Post by sporkles » Wed Aug 14, 2019 9:57 pm

Does anyone have any experience with or tips for mixing in a loft room with a slanted ceiling? It’s relatively spacious and carpeted, so it’s not too reflective, but I don’t know where to face my monitors. Would it be better to face them towards one of the sides with the slanted ceiling (long ends) or should I face them towards the wall (short ends, one has a door and one has a window)?
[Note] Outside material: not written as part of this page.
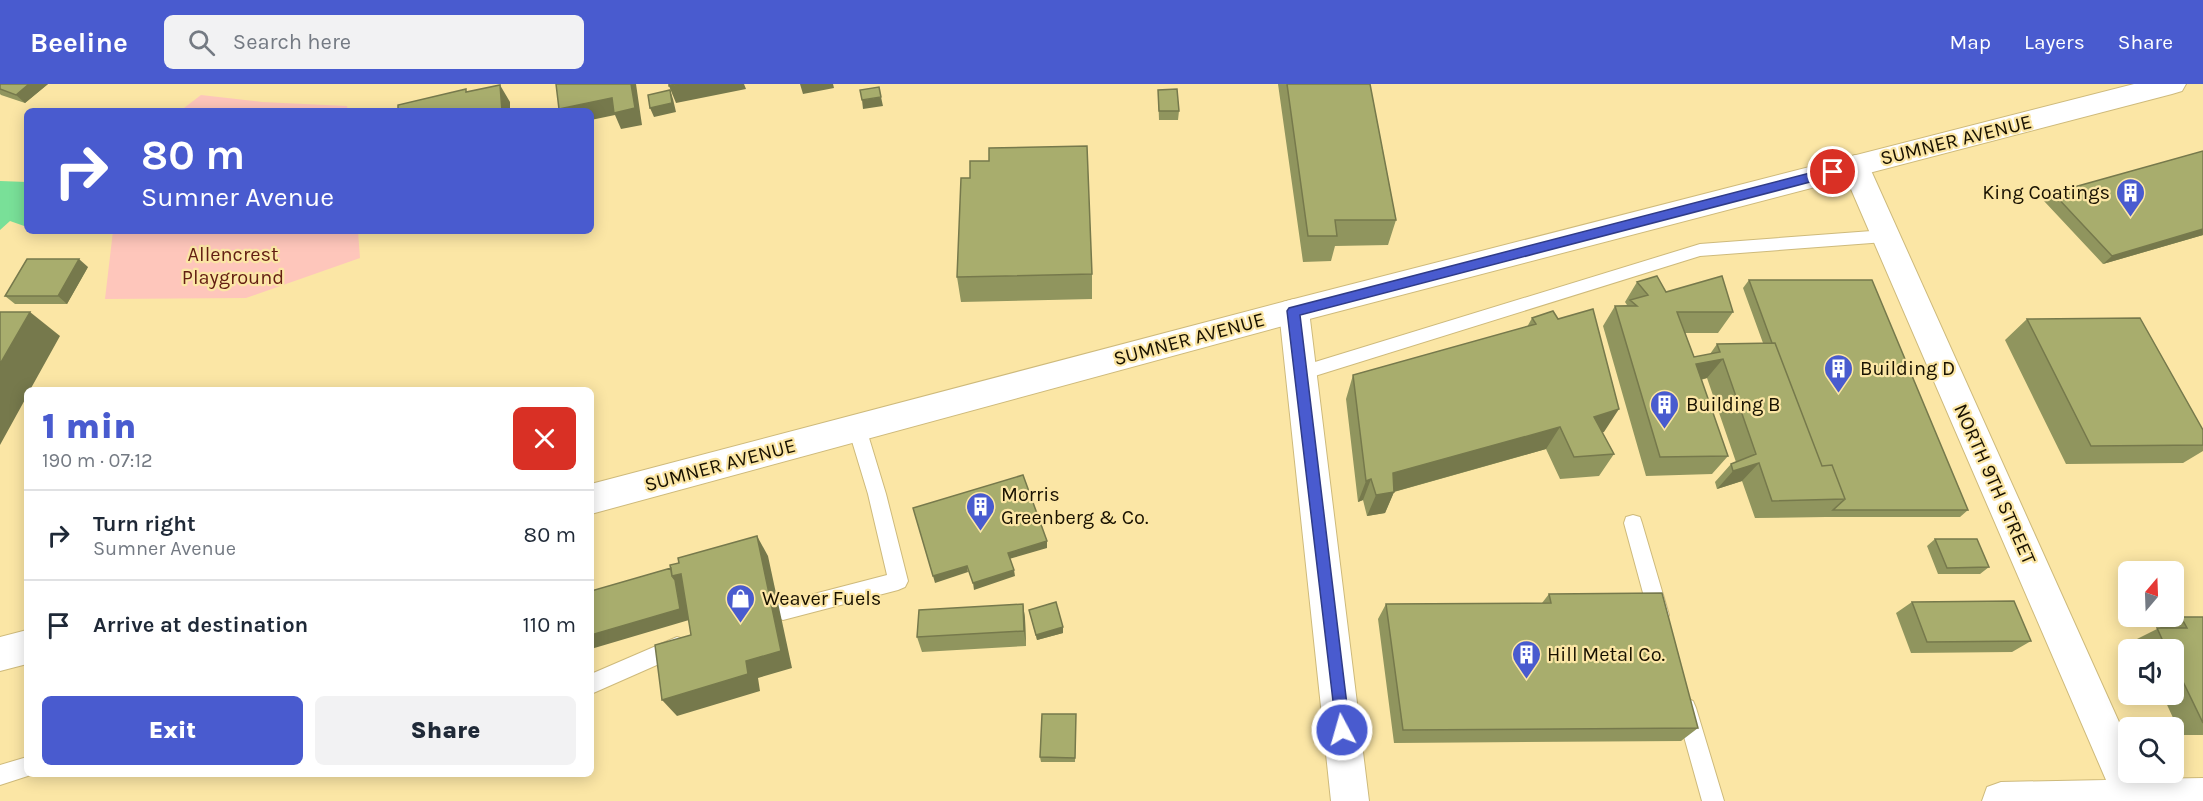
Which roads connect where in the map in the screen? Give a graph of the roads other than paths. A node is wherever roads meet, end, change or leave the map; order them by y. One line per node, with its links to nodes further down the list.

One of the long ends has almost no wall (the ceiling extends almost all the way to the floor) whereas the opposite side has a wall of 180 centimetres.

fishmonkey
Posts: 4478
Joined: Wed Oct 24, 2007 4:50 am

Re: Mixing under a slanted ceiling?

Post by fishmonkey » Wed Aug 14, 2019 10:18 pm

i'm finding it hard to visualise your space from your description (a diagram would help)...

is the ceiling one continuous slant or an upside-down vee, and what are the dimensions?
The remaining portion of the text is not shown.